Slashdot Mirror

← Back to Stories (view on slashdot.org)

Ambient Light Sensors Can Be Used To Steal Browser Data (bleepingcomputer.com)

Posted by BeauHD on from the come-to-light dept.

An anonymous reader writes: "Over the past decade, ambient light sensors have become quite common in smartphones, tablets, and laptops, where they are used to detect the level of surrounding light and automatically adjust a screen's intensity to optimize battery consumption... and other stuff," reports Bleeping Computer. "The sensors have become so prevalent, that the World Wide Web Consortium (W3C) has developed a special API that allows websites (through a browser) to interact with a device's ambient light sensors. Browsers such as Chrome and Firefox have already shipped versions of this API with their products." According to two privacy and security experts, Lukasz Olejnik and Artur Janc, malicious web pages can launch attacks using this new API and collect data on users, such as URLs they visited in the past and extract QR codes displayed on the screen. This is possible because the light coming from the screen is picked up by these sensors. Mitigating such attacks is quite easy, as it only requires browser makers and the W3C to adjust the default frequency at which the sensors report their readings. Furthermore, the researcher also recommends that browser makers quantize the result by limiting the precision of the sensor output to only a few values in a preset range. The two researchers filed bug reports with both Chrome and Firefox in the hopes their recommendations will be followed.

2 of 37 comments (clear)

  1. Feature creep in standards. by Gravis+Zero · · Score: 5, Informative

    What we're seeing here is the result of feature creep being integrated into standards because the W3C is financed by donations of corporations.
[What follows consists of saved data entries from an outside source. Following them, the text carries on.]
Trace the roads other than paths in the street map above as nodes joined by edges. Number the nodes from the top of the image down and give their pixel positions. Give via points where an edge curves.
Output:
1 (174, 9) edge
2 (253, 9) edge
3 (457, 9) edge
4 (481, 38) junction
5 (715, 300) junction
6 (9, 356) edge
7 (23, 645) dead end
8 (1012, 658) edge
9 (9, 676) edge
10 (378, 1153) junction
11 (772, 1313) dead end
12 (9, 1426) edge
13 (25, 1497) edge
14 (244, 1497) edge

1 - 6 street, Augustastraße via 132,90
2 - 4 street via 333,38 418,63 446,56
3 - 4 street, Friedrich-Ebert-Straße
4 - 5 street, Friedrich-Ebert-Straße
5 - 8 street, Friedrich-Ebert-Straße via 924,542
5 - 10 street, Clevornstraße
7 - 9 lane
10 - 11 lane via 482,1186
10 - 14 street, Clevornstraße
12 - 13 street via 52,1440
As a result they have lost their spine and the ability to say no to bad ideas. So now, the inmates are running the asylum.

    --
    Anons need not reply. Questions end with a question mark.
  2. Re:yea right by Errol+backfiring · · Score: 3, Informative

    In a way you would be turning your light sensor into a light pen. Yes, this is grandpa speaking, who can still remember how beautiful his Commodore 64 was with a light pen. In effect, the screen is built up of horizontal lines that are "painted" sequentially. So the light pen would detect a light peak, send a signal to the computer, who looked at the where the video chip was currently painting. That way, the computer "knew" where you pointed the light pen at.

    So yes, I can totally imagine that you would be able to read a QR code from your own screen that way.

    --
    Nae king! Nae laird! Nae yurrupiean pressedent! We willna be fooled again!